Supplied entries:
-*-*-

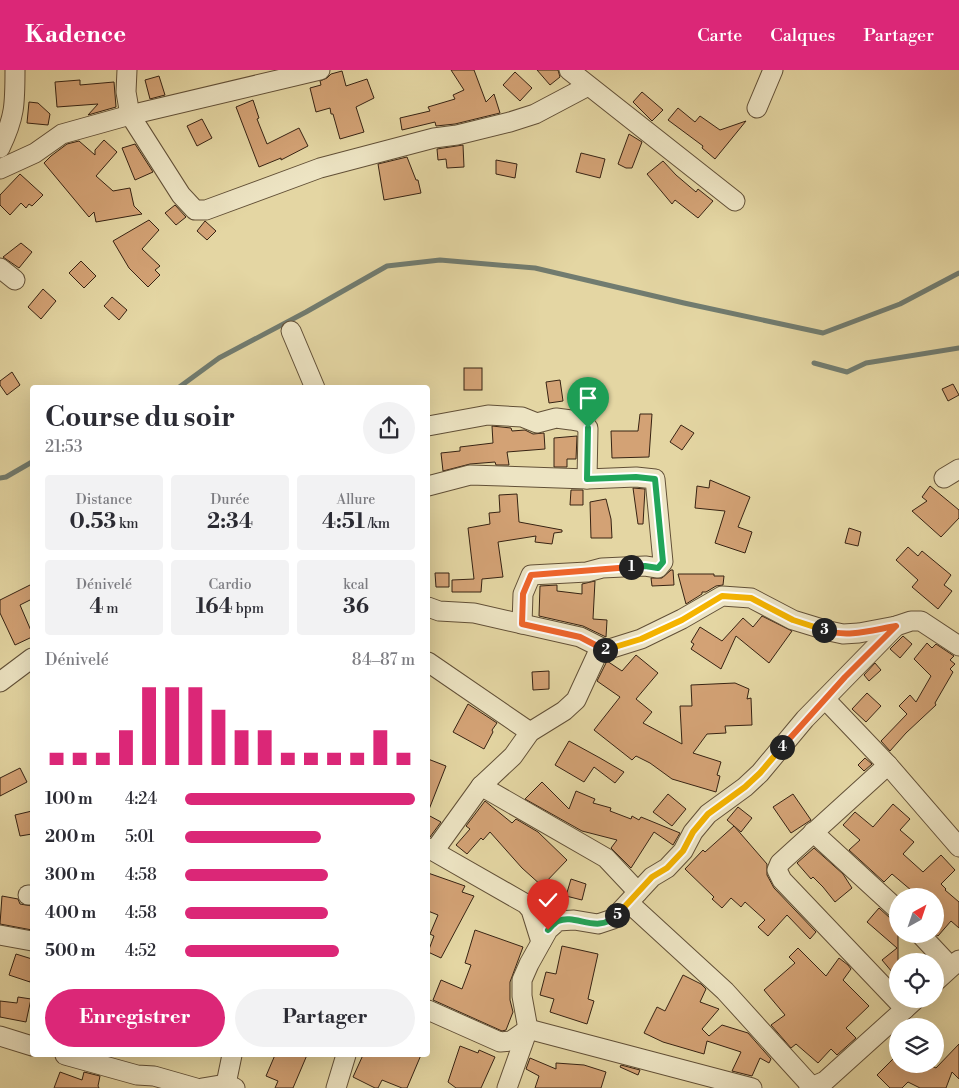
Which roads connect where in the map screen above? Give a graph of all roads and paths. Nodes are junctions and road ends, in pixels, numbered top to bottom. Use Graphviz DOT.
graph roads {
  1 [pos="15,70"];
  2 [pos="127,70"];
  3 [pos="320,70"];
  4 [pos="569,70"];
  5 [pos="773,70"];
  6 [pos="588,86"];
  7 [pos="757,108"];
  8 [pos="130,115"];
  9 [pos="0,148"];
  10 [pos="0,170"];
  11 [pos="734,201"];
  12 [pos="0,268"];
  13 [pos="15,280"];
  14 [pos="291,331"];
  15 [pos="315,385"];
  16 [pos="430,426"];
  17 [pos="587,479"];
  18 [pos="430,485"];
  19 [pos="430,608"];
  20 [pos="522,624"];
  21 [pos="896,626"];
  22 [pos="959,646"];
  23 [pos="600,648"];
  24 [pos="30,660"];
  25 [pos="430,663"];
  26 [pos="0,682"];
  27 [pos="825,699"];
  28 [pos="530,732"];
  29 [pos="888,765"];
  30 [pos="481,786"];
  31 [pos="813,832"];
  32 [pos="959,847"];
  33 [pos="431,849"];
  34 [pos="633,897"];
  35 [pos="889,902"];
  36 [pos="0,936"];
  37 [pos="30,941"];
  38 [pos="541,942"];
  39 [pos="930,943"];
  40 [pos="955,964"];
  41 [pos="944,974"];
  42 [pos="889,983"];
  43 [pos="907,1008"];
  44 [pos="430,1011"];
  45 [pos="528,1029"];
  46 [pos="0,1036"];
  47 [pos="30,1045"];
  48 [pos="72,1057"];
  49 [pos="232,1057"];
  50 [pos="345,1057"];
  51 [pos="230,1086"];
  52 [pos="196,1088"];
  53 [pos="202,1088"];
  54 [pos="336,1088"];
  55 [pos="507,1088"];
  56 [pos="752,1088"];
  57 [pos="811,1088"];
  1 -- 9 [label="street"];
  2 -- 8 [label="street"];
  3 -- 8 [label="street"];
  4 -- 6 [label="street"];
  5 -- 7 [label="street"];
  6 -- 8 [label="street"];
  6 -- 11 [label="street"];
  8 -- 10 [label="street"];
  12 -- 13 [label="street"];
  14 -- 15 [label="street"];
  16 -- 17 [label="street"];
  17 -- 18 [label="street"];
  17 -- 20 [label="street"];
  19 -- 20 [label="street"];
  20 -- 23 [label="street"];
  21 -- 22 [label="street"];
  21 -- 23 [label="street"];
  21 -- 27 [label="street"];
  23 -- 28 [label="street"];
  24 -- 26 [label="street"];
  25 -- 28 [label="street"];
  27 -- 29 [label="street"];
  27 -- 34 [label="street"];
  28 -- 30 [label="street"];
  29 -- 31 [label="street"];
  29 -- 32 [label="street"];
  30 -- 33 [label="street"];
  30 -- 34 [label="street"];
  31 -- 35 [label="street"];
  31 -- 42 [label="street"];
  33 -- 38 [label="street"];
  34 -- 38 [label="street"];
  34 -- 57 [label="street"];
  36 -- 37 [label="street"];
  38 -- 45 [label="street"];
  39 -- 40 [label="street"];
  40 -- 41 [label="street"];
  43 -- 57 [label="street"];
  44 -- 45 [label="street"];
  45 -- 55 [label="street"];
  45 -- 56 [label="street"];
  46 -- 47 [label="street"];
  48 -- 52 [label="street"];
  49 -- 51 [label="street"];
  50 -- 54 [label="street"];
  51 -- 53 [label="street"];
}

-*-*-

How to complete this task: From the first line to the last, write out the data above exactly. Omit the pictures.

Final answer:
Which roads connect where in the map screen above? Give a graph of all roads and paths. Nodes are junctions and road ends, in pixels, numbered top to bottom. Use Graphviz DOT.
graph roads {
  1 [pos="15,70"];
  2 [pos="127,70"];
  3 [pos="320,70"];
  4 [pos="569,70"];
  5 [pos="773,70"];
  6 [pos="588,86"];
  7 [pos="757,108"];
  8 [pos="130,115"];
  9 [pos="0,148"];
  10 [pos="0,170"];
  11 [pos="734,201"];
  12 [pos="0,268"];
  13 [pos="15,280"];
  14 [pos="291,331"];
  15 [pos="315,385"];
  16 [pos="430,426"];
  17 [pos="587,479"];
  18 [pos="430,485"];
  19 [pos="430,608"];
  20 [pos="522,624"];
  21 [pos="896,626"];
  22 [pos="959,646"];
  23 [pos="600,648"];
  24 [pos="30,660"];
  25 [pos="430,663"];
  26 [pos="0,682"];
  27 [pos="825,699"];
  28 [pos="530,732"];
  29 [pos="888,765"];
  30 [pos="481,786"];
  31 [pos="813,832"];
  32 [pos="959,847"];
  33 [pos="431,849"];
  34 [pos="633,897"];
  35 [pos="889,902"];
  36 [pos="0,936"];
  37 [pos="30,941"];
  38 [pos="541,942"];
  39 [pos="930,943"];
  40 [pos="955,964"];
  41 [pos="944,974"];
  42 [pos="889,983"];
  43 [pos="907,1008"];
  44 [pos="430,1011"];
  45 [pos="528,1029"];
  46 [pos="0,1036"];
  47 [pos="30,1045"];
  48 [pos="72,1057"];
  49 [pos="232,1057"];
  50 [pos="345,1057"];
  51 [pos="230,1086"];
  52 [pos="196,1088"];
  53 [pos="202,1088"];
  54 [pos="336,1088"];
  55 [pos="507,1088"];
  56 [pos="752,1088"];
  57 [pos="811,1088"];
  1 -- 9 [label="street"];
  2 -- 8 [label="street"];
  3 -- 8 [label="street"];
  4 -- 6 [label="street"];
  5 -- 7 [label="street"];
  6 -- 8 [label="street"];
  6 -- 11 [label="street"];
  8 -- 10 [label="street"];
  12 -- 13 [label="street"];
  14 -- 15 [label="street"];
  16 -- 17 [label="street"];
  17 -- 18 [label="street"];
  17 -- 20 [label="street"];
  19 -- 20 [label="street"];
  20 -- 23 [label="street"];
  21 -- 22 [label="street"];
  21 -- 23 [label="street"];
  21 -- 27 [label="street"];
  23 -- 28 [label="street"];
  24 -- 26 [label="street"];
  25 -- 28 [label="street"];
  27 -- 29 [label="street"];
  27 -- 34 [label="street"];
  28 -- 30 [label="street"];
  29 -- 31 [label="street"];
  29 -- 32 [label="street"];
  30 -- 33 [label="street"];
  30 -- 34 [label="street"];
  31 -- 35 [label="street"];
  31 -- 42 [label="street"];
  33 -- 38 [label="street"];
  34 -- 38 [label="street"];
  34 -- 57 [label="street"];
  36 -- 37 [label="street"];
  38 -- 45 [label="street"];
  39 -- 40 [label="street"];
  40 -- 41 [label="street"];
  43 -- 57 [label="street"];
  44 -- 45 [label="street"];
  45 -- 55 [label="street"];
  45 -- 56 [label="street"];
  46 -- 47 [label="street"];
  48 -- 52 [label="street"];
  49 -- 51 [label="street"];
  50 -- 54 [label="street"];
  51 -- 53 [label="street"];
}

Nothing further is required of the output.